* **WORK ITEM**: All entries below must be given again word for word.

* **Collection entries**:
——————————

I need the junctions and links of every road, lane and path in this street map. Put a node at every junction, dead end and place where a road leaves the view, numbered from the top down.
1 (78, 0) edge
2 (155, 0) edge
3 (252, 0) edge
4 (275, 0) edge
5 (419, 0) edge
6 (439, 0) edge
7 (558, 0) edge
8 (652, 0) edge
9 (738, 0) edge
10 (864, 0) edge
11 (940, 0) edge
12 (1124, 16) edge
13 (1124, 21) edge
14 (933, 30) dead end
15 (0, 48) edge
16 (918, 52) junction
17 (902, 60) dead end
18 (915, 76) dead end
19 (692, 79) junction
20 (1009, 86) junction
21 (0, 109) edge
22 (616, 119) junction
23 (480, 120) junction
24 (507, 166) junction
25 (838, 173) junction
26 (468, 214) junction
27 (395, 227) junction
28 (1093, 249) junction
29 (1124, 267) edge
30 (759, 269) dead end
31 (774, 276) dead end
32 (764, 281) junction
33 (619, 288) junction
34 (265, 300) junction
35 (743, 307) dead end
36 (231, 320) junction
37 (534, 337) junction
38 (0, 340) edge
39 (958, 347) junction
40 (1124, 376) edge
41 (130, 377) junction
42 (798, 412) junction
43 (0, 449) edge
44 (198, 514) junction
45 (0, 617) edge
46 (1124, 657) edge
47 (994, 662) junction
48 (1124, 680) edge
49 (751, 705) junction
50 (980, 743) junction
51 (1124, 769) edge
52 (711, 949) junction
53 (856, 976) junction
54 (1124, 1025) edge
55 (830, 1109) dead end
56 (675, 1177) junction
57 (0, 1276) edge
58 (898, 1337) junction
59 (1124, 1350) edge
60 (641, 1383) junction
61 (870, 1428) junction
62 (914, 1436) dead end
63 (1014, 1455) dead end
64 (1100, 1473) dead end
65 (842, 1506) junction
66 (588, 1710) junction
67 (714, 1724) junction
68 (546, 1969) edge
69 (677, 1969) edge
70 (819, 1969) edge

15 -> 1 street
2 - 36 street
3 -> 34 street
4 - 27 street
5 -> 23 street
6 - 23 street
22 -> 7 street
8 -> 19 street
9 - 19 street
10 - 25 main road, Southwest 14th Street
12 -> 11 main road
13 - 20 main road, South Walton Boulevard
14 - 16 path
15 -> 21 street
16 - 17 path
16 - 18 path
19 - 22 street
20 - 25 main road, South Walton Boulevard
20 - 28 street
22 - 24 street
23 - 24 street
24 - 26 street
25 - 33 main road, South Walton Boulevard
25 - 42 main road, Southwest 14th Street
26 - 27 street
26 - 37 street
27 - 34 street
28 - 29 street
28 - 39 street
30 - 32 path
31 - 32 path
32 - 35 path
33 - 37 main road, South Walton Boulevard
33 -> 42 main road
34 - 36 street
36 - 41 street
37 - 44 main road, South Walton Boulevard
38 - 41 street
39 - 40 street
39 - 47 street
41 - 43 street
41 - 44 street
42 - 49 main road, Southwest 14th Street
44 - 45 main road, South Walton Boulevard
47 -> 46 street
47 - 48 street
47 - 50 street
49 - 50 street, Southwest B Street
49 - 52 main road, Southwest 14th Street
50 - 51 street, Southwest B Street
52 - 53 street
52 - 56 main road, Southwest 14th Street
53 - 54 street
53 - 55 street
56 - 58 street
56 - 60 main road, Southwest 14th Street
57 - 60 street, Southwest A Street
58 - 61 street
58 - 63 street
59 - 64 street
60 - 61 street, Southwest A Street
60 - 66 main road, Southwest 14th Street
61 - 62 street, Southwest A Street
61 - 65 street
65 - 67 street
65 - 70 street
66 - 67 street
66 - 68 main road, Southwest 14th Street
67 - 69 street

——————————

* **SOLUTION TO THIS TASK**:
I need the junctions and links of every road, lane and path in this street map. Put a node at every junction, dead end and place where a road leaves the view, numbered from the top down.
1 (78, 0) edge
2 (155, 0) edge
3 (252, 0) edge
4 (275, 0) edge
5 (419, 0) edge
6 (439, 0) edge
7 (558, 0) edge
8 (652, 0) edge
9 (738, 0) edge
10 (864, 0) edge
11 (940, 0) edge
12 (1124, 16) edge
13 (1124, 21) edge
14 (933, 30) dead end
15 (0, 48) edge
16 (918, 52) junction
17 (902, 60) dead end
18 (915, 76) dead end
19 (692, 79) junction
20 (1009, 86) junction
21 (0, 109) edge
22 (616, 119) junction
23 (480, 120) junction
24 (507, 166) junction
25 (838, 173) junction
26 (468, 214) junction
27 (395, 227) junction
28 (1093, 249) junction
29 (1124, 267) edge
30 (759, 269) dead end
31 (774, 276) dead end
32 (764, 281) junction
33 (619, 288) junction
34 (265, 300) junction
35 (743, 307) dead end
36 (231, 320) junction
37 (534, 337) junction
38 (0, 340) edge
39 (958, 347) junction
40 (1124, 376) edge
41 (130, 377) junction
42 (798, 412) junction
43 (0, 449) edge
44 (198, 514) junction
45 (0, 617) edge
46 (1124, 657) edge
47 (994, 662) junction
48 (1124, 680) edge
49 (751, 705) junction
50 (980, 743) junction
51 (1124, 769) edge
52 (711, 949) junction
53 (856, 976) junction
54 (1124, 1025) edge
55 (830, 1109) dead end
56 (675, 1177) junction
57 (0, 1276) edge
58 (898, 1337) junction
59 (1124, 1350) edge
60 (641, 1383) junction
61 (870, 1428) junction
62 (914, 1436) dead end
63 (1014, 1455) dead end
64 (1100, 1473) dead end
65 (842, 1506) junction
66 (588, 1710) junction
67 (714, 1724) junction
68 (546, 1969) edge
69 (677, 1969) edge
70 (819, 1969) edge

15 -> 1 street
2 - 36 street
3 -> 34 street
4 - 27 street
5 -> 23 street
6 - 23 street
22 -> 7 street
8 -> 19 street
9 - 19 street
10 - 25 main road, Southwest 14th Street
12 -> 11 main road
13 - 20 main road, South Walton Boulevard
14 - 16 path
15 -> 21 street
16 - 17 path
16 - 18 path
19 - 22 street
20 - 25 main road, South Walton Boulevard
20 - 28 street
22 - 24 street
23 - 24 street
24 - 26 street
25 - 33 main road, South Walton Boulevard
25 - 42 main road, Southwest 14th Street
26 - 27 street
26 - 37 street
27 - 34 street
28 - 29 street
28 - 39 street
30 - 32 path
31 - 32 path
32 - 35 path
33 - 37 main road, South Walton Boulevard
33 -> 42 main road
34 - 36 street
36 - 41 street
37 - 44 main road, South Walton Boulevard
38 - 41 street
39 - 40 street
39 - 47 street
41 - 43 street
41 - 44 street
42 - 49 main road, Southwest 14th Street
44 - 45 main road, South Walton Boulevard
47 -> 46 street
47 - 48 street
47 - 50 street
49 - 50 street, Southwest B Street
49 - 52 main road, Southwest 14th Street
50 - 51 street, Southwest B Street
52 - 53 street
52 - 56 main road, Southwest 14th Street
53 - 54 street
53 - 55 street
56 - 58 street
56 - 60 main road, Southwest 14th Street
57 - 60 street, Southwest A Street
58 - 61 street
58 - 63 street
59 - 64 street
60 - 61 street, Southwest A Street
60 - 66 main road, Southwest 14th Street
61 - 62 street, Southwest A Street
61 - 65 street
65 - 67 street
65 - 70 street
66 - 67 street
66 - 68 main road, Southwest 14th Street
67 - 69 street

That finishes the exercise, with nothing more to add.